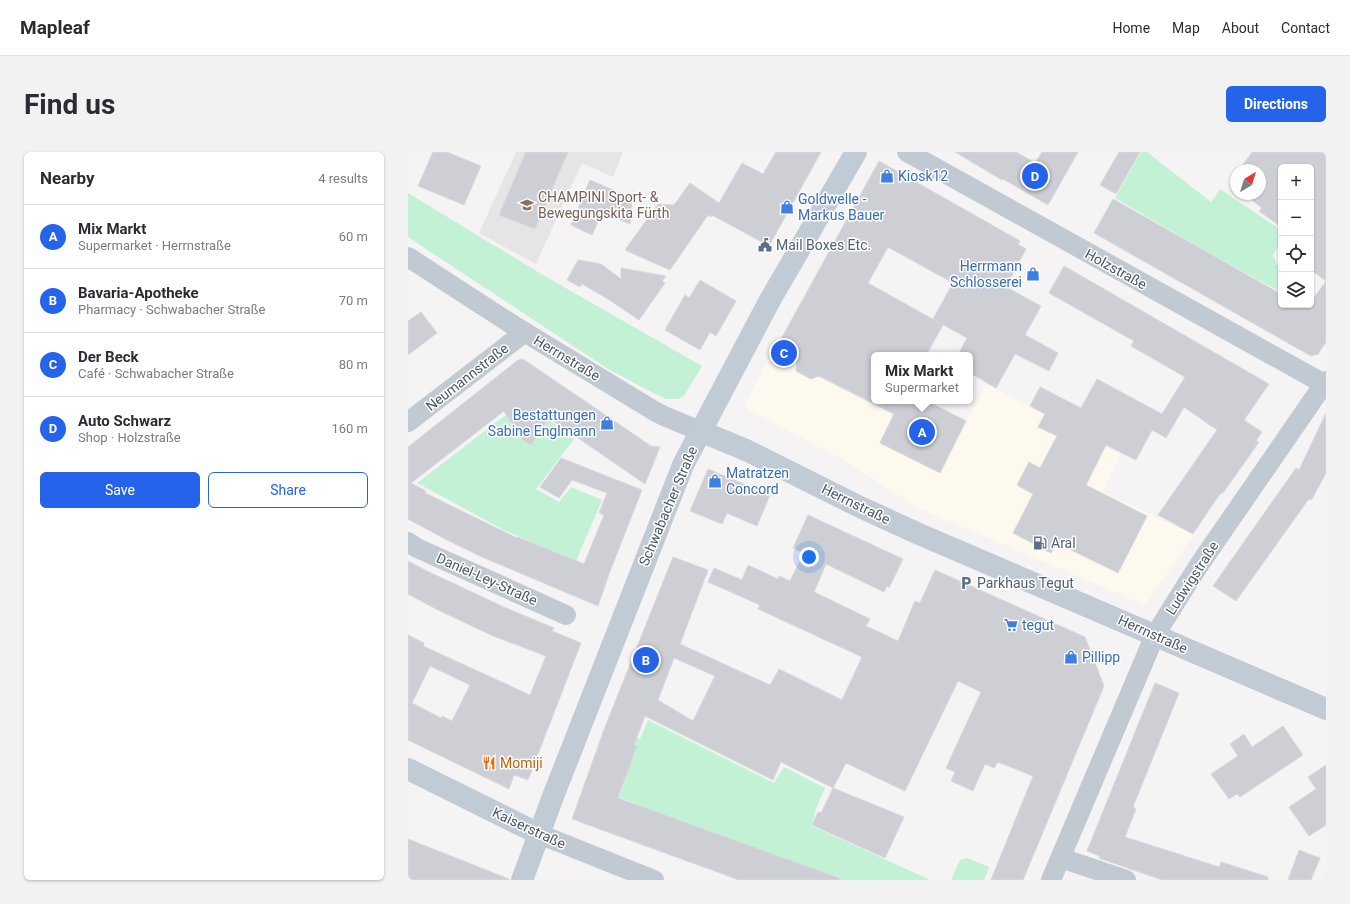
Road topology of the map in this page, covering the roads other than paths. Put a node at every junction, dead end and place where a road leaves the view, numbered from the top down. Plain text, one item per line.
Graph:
1 (856, 152) edge
2 (907, 152) edge
3 (408, 257) edge
4 (525, 332) junction
5 (1325, 383) edge
6 (408, 422) edge
7 (700, 431) junction
8 (408, 542) edge
9 (566, 615) dead end
10 (1154, 635) junction
11 (1326, 709) edge
12 (408, 769) edge
13 (540, 834) junction
14 (1061, 858) junction
15 (522, 880) edge
16 (654, 880) edge
17 (1051, 880) edge
18 (1126, 880) edge

1 - 7 main road, Schwabacher Straße
2 - 5 street, Holzstraße
3 - 4 street, Herrnstraße
4 - 6 street, Neumannstraße
4 - 7 street, Herrnstraße
5 - 10 street, Ludwigstraße
7 - 10 main road, Herrnstraße
7 - 13 main road, Schwabacher Straße
8 - 9 street, Daniel-Ley-Straße
10 - 11 main road, Herrnstraße
10 - 14 street, Ludwigstraße
12 - 13 main road, Kaiserstraße
13 - 15 main road, Schwabacher Straße
13 - 16 street, Kaiserstraße
14 - 17 street, Ludwigstraße
14 - 18 street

● ● ● ●

Print the material above exactly, skipping its images.

Road topology of the map in this page, covering the roads other than paths. Put a node at every junction, dead end and place where a road leaves the view, numbered from the top down. Plain text, one item per line.
Graph:
1 (856, 152) edge
2 (907, 152) edge
3 (408, 257) edge
4 (525, 332) junction
5 (1325, 383) edge
6 (408, 422) edge
7 (700, 431) junction
8 (408, 542) edge
9 (566, 615) dead end
10 (1154, 635) junction
11 (1326, 709) edge
12 (408, 769) edge
13 (540, 834) junction
14 (1061, 858) junction
15 (522, 880) edge
16 (654, 880) edge
17 (1051, 880) edge
18 (1126, 880) edge

1 - 7 main road, Schwabacher Straße
2 - 5 street, Holzstraße
3 - 4 street, Herrnstraße
4 - 6 street, Neumannstraße
4 - 7 street, Herrnstraße
5 - 10 street, Ludwigstraße
7 - 10 main road, Herrnstraße
7 - 13 main road, Schwabacher Straße
8 - 9 street, Daniel-Ley-Straße
10 - 11 main road, Herrnstraße
10 - 14 street, Ludwigstraße
12 - 13 main road, Kaiserstraße
13 - 15 main road, Schwabacher Straße
13 - 16 street, Kaiserstraße
14 - 17 street, Ludwigstraße
14 - 18 street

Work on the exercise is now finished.